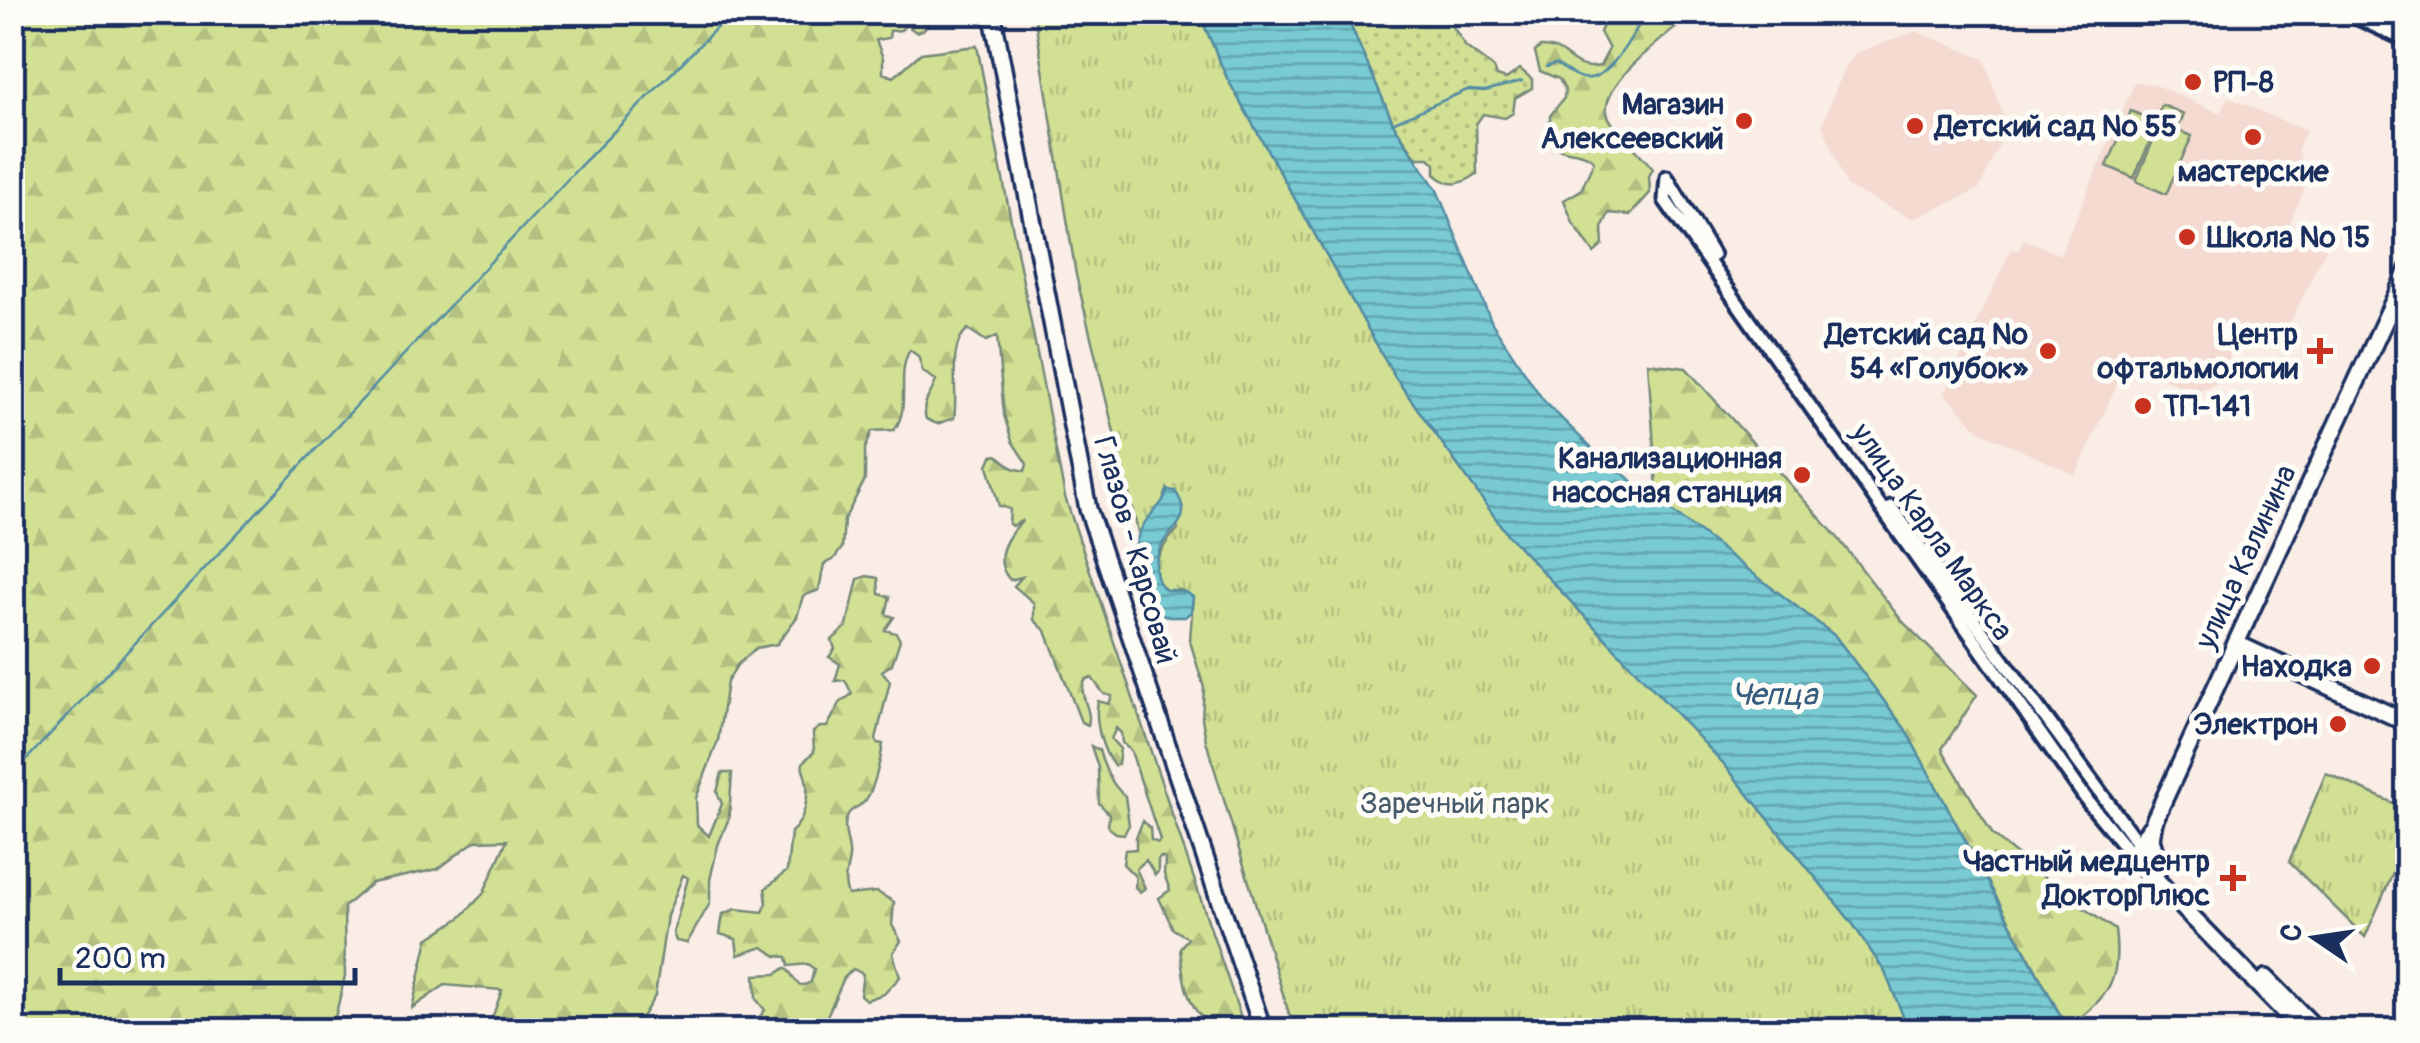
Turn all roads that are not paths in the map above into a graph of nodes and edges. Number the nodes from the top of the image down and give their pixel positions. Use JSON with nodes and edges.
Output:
...
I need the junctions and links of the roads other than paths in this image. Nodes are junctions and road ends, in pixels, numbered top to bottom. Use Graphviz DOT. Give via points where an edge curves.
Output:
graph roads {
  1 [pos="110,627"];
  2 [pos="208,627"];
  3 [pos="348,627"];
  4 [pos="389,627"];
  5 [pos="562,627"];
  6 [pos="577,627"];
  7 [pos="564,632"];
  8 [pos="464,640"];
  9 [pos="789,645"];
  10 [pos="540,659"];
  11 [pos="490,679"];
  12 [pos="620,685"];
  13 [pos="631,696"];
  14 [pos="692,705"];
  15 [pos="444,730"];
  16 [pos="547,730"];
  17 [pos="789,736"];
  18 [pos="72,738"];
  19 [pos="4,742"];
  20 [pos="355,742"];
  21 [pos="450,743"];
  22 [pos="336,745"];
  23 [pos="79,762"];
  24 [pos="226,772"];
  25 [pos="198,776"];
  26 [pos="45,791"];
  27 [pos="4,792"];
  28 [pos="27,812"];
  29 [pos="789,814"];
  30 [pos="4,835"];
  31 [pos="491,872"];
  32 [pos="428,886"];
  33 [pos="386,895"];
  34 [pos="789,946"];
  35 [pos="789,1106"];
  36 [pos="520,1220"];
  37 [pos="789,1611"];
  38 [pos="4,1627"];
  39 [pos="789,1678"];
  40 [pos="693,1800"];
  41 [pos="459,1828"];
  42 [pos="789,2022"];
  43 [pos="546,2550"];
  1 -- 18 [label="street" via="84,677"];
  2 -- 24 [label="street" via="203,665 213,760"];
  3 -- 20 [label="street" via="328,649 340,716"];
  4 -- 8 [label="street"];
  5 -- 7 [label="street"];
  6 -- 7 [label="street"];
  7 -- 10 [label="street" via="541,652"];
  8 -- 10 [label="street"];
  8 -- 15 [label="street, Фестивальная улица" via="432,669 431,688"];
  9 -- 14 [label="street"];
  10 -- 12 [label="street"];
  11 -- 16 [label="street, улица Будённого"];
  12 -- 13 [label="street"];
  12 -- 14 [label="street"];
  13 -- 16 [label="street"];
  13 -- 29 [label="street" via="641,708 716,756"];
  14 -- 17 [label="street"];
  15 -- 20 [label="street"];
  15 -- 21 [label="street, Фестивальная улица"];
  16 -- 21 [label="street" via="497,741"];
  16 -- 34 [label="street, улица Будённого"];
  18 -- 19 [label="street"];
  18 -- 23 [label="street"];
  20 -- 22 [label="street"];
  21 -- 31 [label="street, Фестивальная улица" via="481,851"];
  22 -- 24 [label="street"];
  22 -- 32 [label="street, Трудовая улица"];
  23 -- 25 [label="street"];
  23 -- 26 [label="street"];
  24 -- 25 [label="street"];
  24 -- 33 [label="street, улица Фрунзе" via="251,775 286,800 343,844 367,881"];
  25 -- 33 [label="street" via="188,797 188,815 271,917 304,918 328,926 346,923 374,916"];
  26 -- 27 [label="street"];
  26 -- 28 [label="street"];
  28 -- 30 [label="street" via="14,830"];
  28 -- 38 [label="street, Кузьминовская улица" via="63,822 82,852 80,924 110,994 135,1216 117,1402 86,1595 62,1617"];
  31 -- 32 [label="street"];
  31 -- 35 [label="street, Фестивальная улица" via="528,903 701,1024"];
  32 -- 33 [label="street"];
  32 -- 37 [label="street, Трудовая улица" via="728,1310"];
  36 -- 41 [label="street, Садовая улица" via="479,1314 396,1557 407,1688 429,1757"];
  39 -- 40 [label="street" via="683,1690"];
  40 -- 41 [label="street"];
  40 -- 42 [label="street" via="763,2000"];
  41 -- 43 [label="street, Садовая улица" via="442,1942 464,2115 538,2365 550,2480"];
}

Exercise prompt: Copy every line above in which the string "paths" shows up.

Solution to the problem:
Turn all roads that are not paths in the map above into a graph of nodes and edges. Number the nodes from the top of the image down and give their pixel positions. Use JSON with nodes and edges.
I need the junctions and links of the roads other than paths in this image. Nodes are junctions and road ends, in pixels, numbered top to bottom. Use Graphviz DOT. Give via points where an edge curves.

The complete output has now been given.